Believe it or not brute force with X86 cores is still the preferred way for the professionals. I don't know the technical reasons why, but GPU rendering is much lower quality. That's why Pixar, for example, opts for 25,000 X86 cores in their render farm.
I believe (pretty sure?) that when rendering with multiple GPU's the cards don't run in SLI/Crossfire and the VRAM is not mirrored. Also, I don't think DP is used, either. You might be better off with multiple cheaper cards for what you do.
Fair enough. How fast would it need to be for you to buy it?
Nobody knows this but Nvidia at this time. I don't know why everyone keeps repeating it.
Comparatively, GM204 has slightly less DP performance compared to Kepler when compared against transistor count and die size, but it still outperforms GK104.
GM200 will be larger than GK110, and based on the math I had worked up, it is possible to at least be a good DP performer. If it outperforms the Titan Black, who knows, but it should be a good DP card.

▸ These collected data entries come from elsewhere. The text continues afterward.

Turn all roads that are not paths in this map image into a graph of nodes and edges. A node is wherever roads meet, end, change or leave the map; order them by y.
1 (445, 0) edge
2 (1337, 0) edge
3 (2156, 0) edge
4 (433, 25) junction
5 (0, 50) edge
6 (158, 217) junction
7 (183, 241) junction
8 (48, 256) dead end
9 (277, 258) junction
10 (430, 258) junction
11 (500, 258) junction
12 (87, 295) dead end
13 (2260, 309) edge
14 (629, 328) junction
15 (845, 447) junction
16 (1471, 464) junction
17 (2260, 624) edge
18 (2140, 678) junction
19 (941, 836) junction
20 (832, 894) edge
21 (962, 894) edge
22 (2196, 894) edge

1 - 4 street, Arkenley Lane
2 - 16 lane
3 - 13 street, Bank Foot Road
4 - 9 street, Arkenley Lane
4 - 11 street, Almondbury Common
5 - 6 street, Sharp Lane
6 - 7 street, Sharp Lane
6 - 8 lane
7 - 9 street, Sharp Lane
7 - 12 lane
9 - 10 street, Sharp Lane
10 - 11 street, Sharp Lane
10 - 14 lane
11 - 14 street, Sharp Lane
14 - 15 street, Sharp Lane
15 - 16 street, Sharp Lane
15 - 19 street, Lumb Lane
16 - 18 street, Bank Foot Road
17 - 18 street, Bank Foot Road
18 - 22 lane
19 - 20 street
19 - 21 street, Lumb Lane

People are using the knowledge that GM204 has a 1/32 DP/SP ratio and Maxwell will not be used for Tesla products as too much of a certainty against its potential. GK204 had 1/24 DP/SP, which isn't a significant amount better. That value has nothing to do with what the Titan variant can get, that's potentially up to what Nvidia permits. GK110, in the 780 Ti, also had about 1/24 DP/SP performance, so it's not a function of what a full-size die against a smaller die can produce, it's about what is enabled in terms of FP64 compute potential.
Titan X could very well be a bust for DP performance. Point being, we won't know until the specs are detailed.

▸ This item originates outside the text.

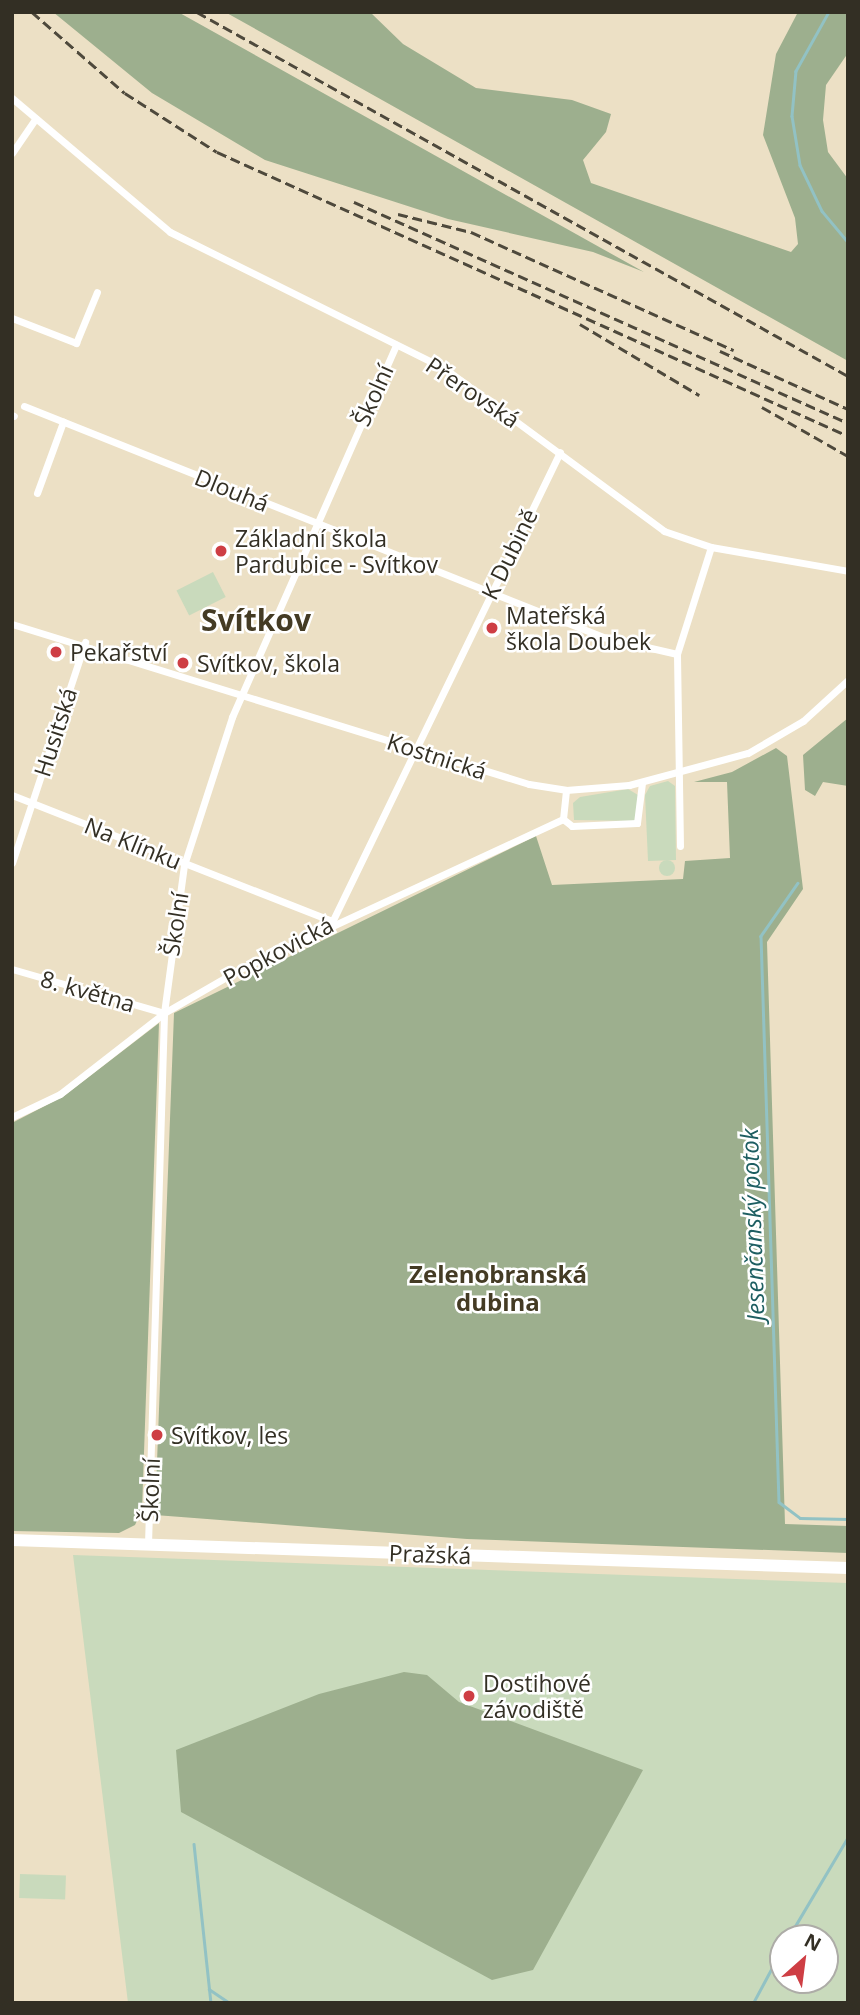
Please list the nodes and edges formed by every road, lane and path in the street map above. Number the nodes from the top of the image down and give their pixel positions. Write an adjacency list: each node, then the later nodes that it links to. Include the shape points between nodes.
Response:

Just because Nvidia isn't using it in Tesla products doesn't speak against it as much as many are arguing.
I think it's clear that it won't be a significant leap in compute performance over Kepler, so that's one argument that is possibly true. A full GM200 might not perform any better in DP over a full GK204. That's not to say it's worse or terrible, just not a leap like the SP performance for this generation.
There aren't any outstanding supercomputer orders for Nvidia at this time, and certainly Nvidia wouldn't be interested in selling what would be a minimal increment product to Tesla users over last generation, and risking a loss of sales in the long run. Their next generation should pack a wallop for DP, and at the Tesla side of the business, they'll be implementing NVlink, which will help scale performance significantly. They're working on basically introducing a new expansion standard on server motherboards, especially for POWER-based systems, which would use a whole new socket/slot standard for Nvidia GPGPUs built around an even better version of NVlink. With that on the roadmap, I expect most Tesla users, at least the supercomputer orders, will be focusing on what the next generations bring.

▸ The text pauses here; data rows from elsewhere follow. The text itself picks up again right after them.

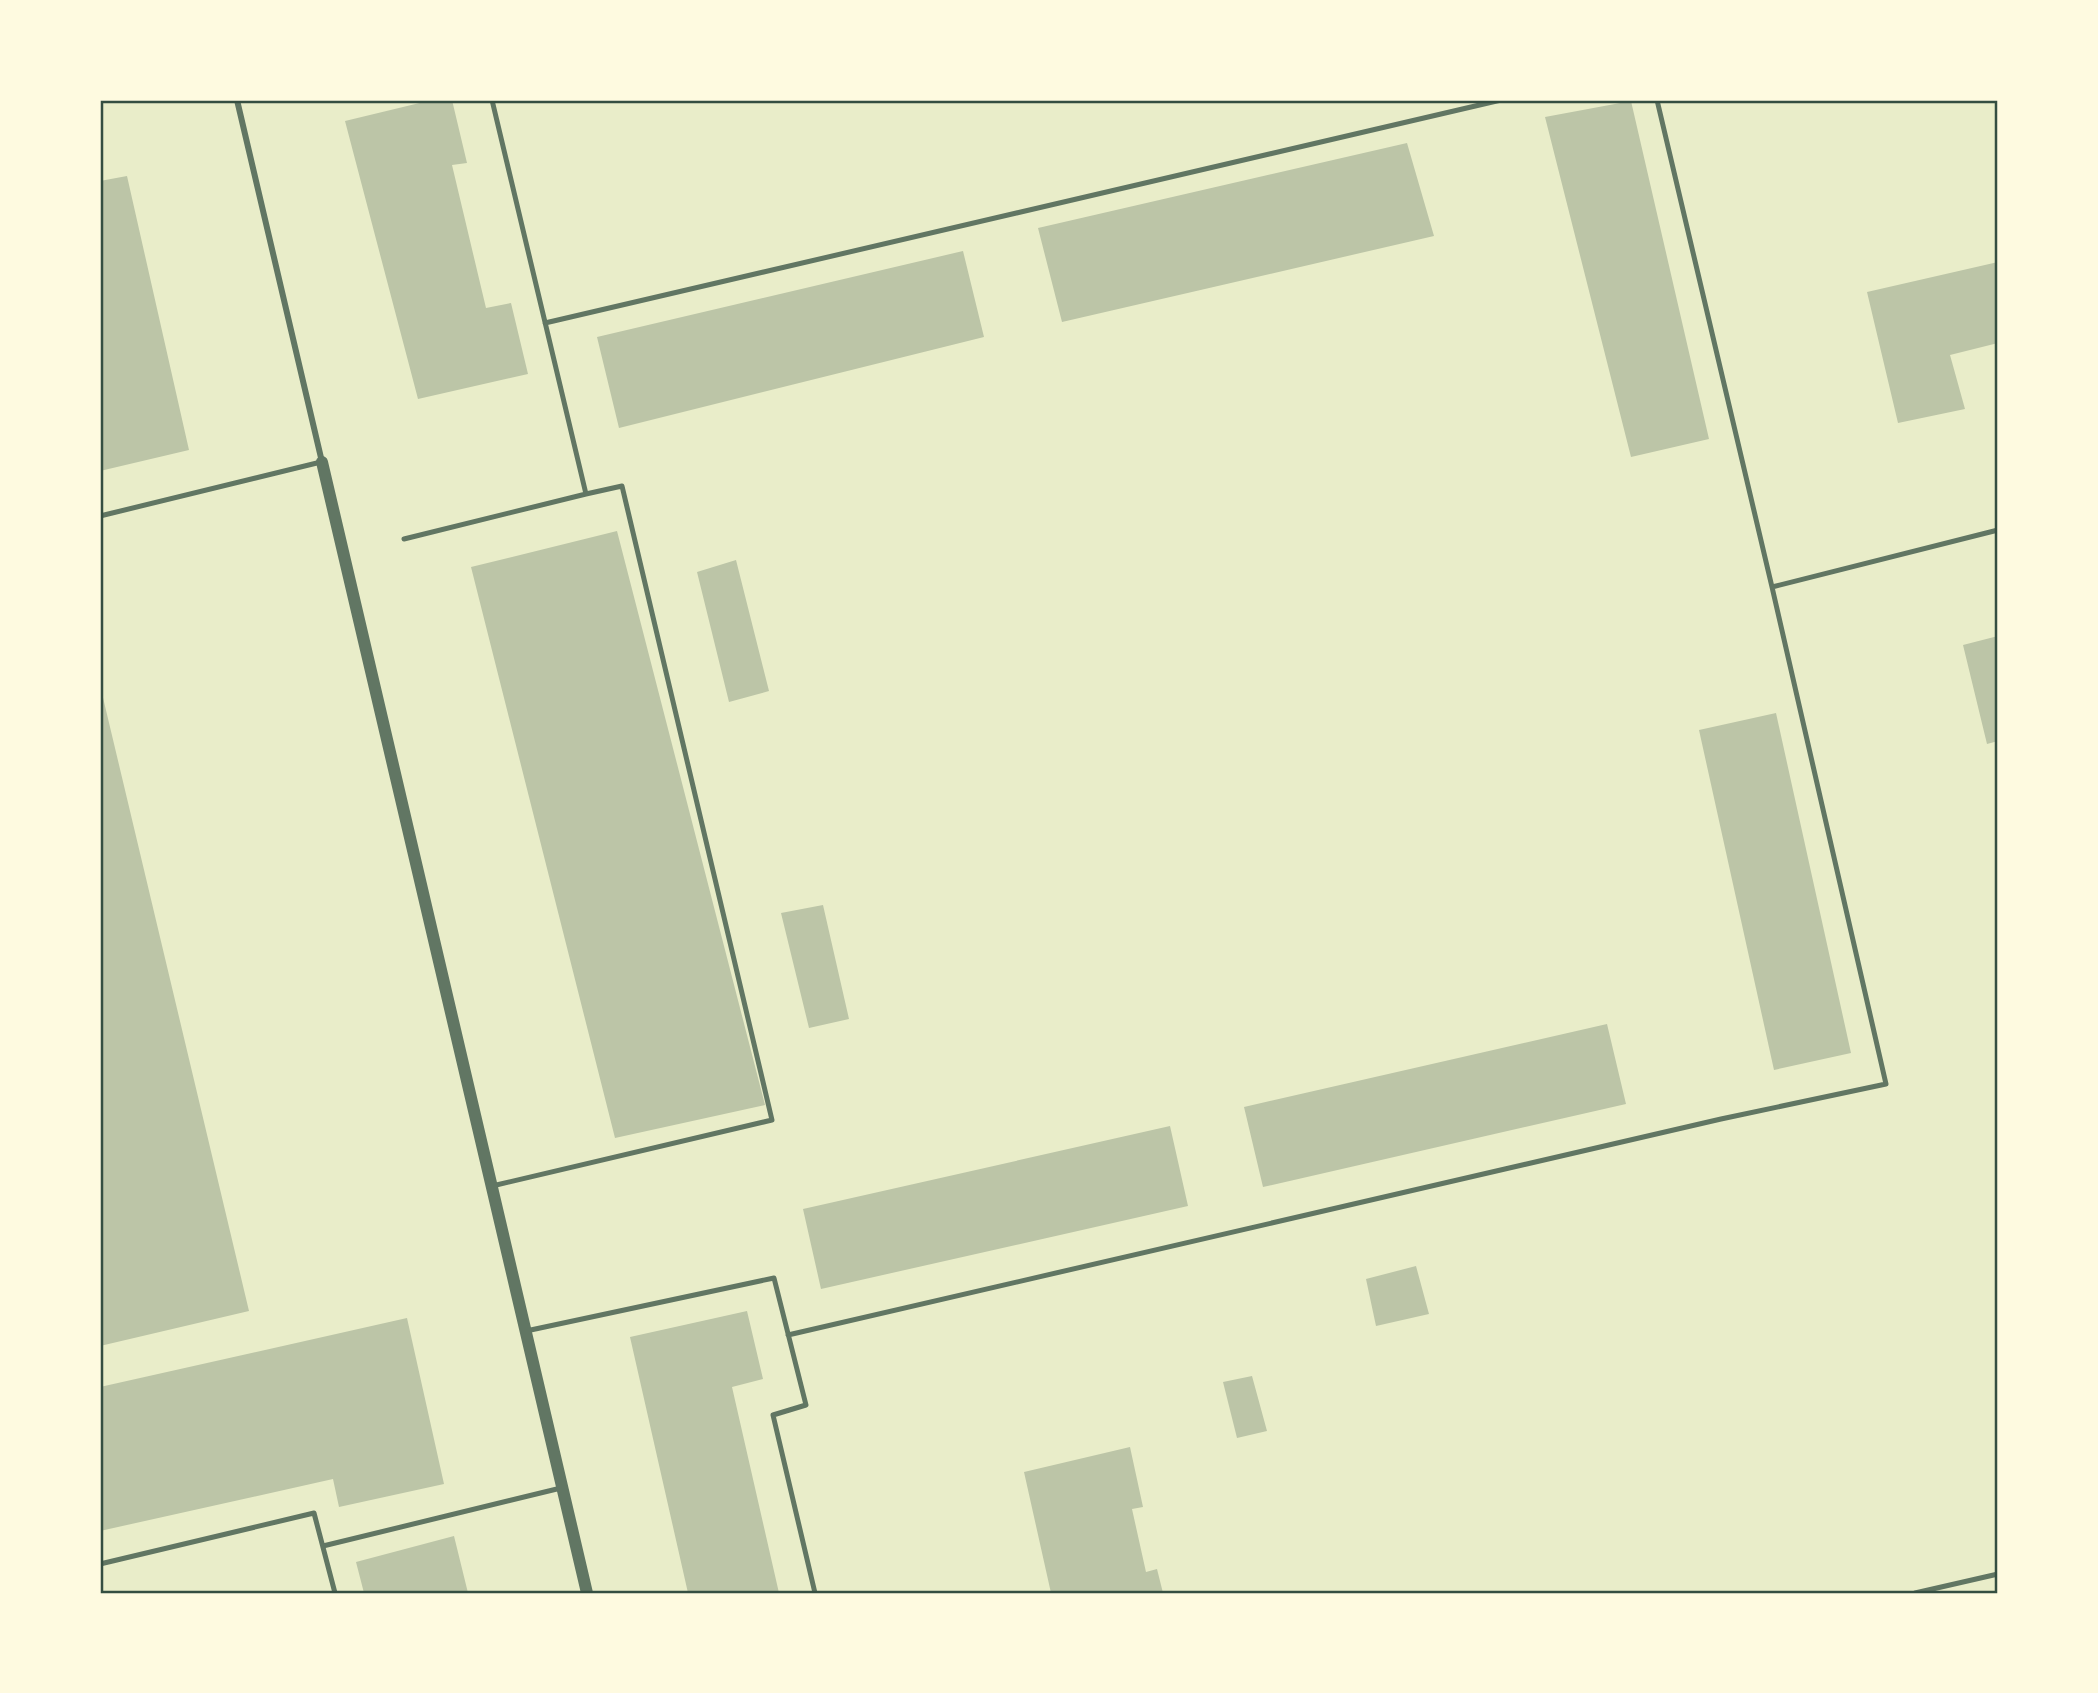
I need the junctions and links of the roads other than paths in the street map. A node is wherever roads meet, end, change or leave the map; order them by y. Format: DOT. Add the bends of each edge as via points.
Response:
graph roads {
  1 [pos="237,100"];
  2 [pos="492,100"];
  3 [pos="1502,100"];
  4 [pos="1657,100"];
  5 [pos="545,323"];
  6 [pos="323,462"];
  7 [pos="586,494"];
  8 [pos="100,516"];
  9 [pos="1998,530"];
  10 [pos="404,540"];
  11 [pos="1772,587"];
  12 [pos="492,1186"];
  13 [pos="526,1331"];
  14 [pos="788,1335"];
  15 [pos="563,1488"];
  16 [pos="323,1546"];
  17 [pos="100,1564"];
  18 [pos="1998,1574"];
  19 [pos="335,1593"];
  20 [pos="587,1593"];
  21 [pos="815,1593"];
  22 [pos="1915,1593"];
  1 -- 6 [label="street"];
  2 -- 5 [label="lane"];
  3 -- 5 [label="lane"];
  4 -- 11 [label="lane"];
  5 -- 7 [label="lane"];
  6 -- 8 [label="lane"];
  6 -- 12 [label="street"];
  7 -- 10 [label="lane"];
  7 -- 12 [label="lane" via="622,486 772,1120"];
  9 -- 11 [label="lane"];
  11 -- 14 [label="lane" via="1886,1084"];
  12 -- 13 [label="street"];
  13 -- 14 [label="lane" via="774,1278"];
  13 -- 15 [label="street"];
  14 -- 21 [label="lane" via="806,1405 773,1415"];
  15 -- 16 [label="lane"];
  15 -- 20 [label="street"];
  16 -- 17 [label="lane" via="314,1513"];
  16 -- 19 [label="lane"];
  18 -- 22 [label="lane"];
}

With NVlink on the horizon, I don't think Nvidia ever intended Maxwell to enter the Tesla market. Or at least, the current version of Maxwell. I think they had intended Maxwell to be at a smaller node in the original roadmaps, but now Maxwell evolved into a stopgap measure to hold off buyers until they can make the node jump.
Its funny how people always think their reasoning for buying a product is the correct one.
People who buy a $1350 product obviously have the money for it. They dont need to explain why.
Personally I draw the line at $999. There is a limit on how much Im willing to pay for a GPU
One possible explanation why so many more gamers are willing to pay these 'new' GPU prices is because in the past we needed to upgrade our CPU platform fairly often but nowadays one can use a modern overclocked Intel CPU for 4-5 years with little to no performance to upgrade for gaming. As a result, more upgrade funds are left over towards the GPUs.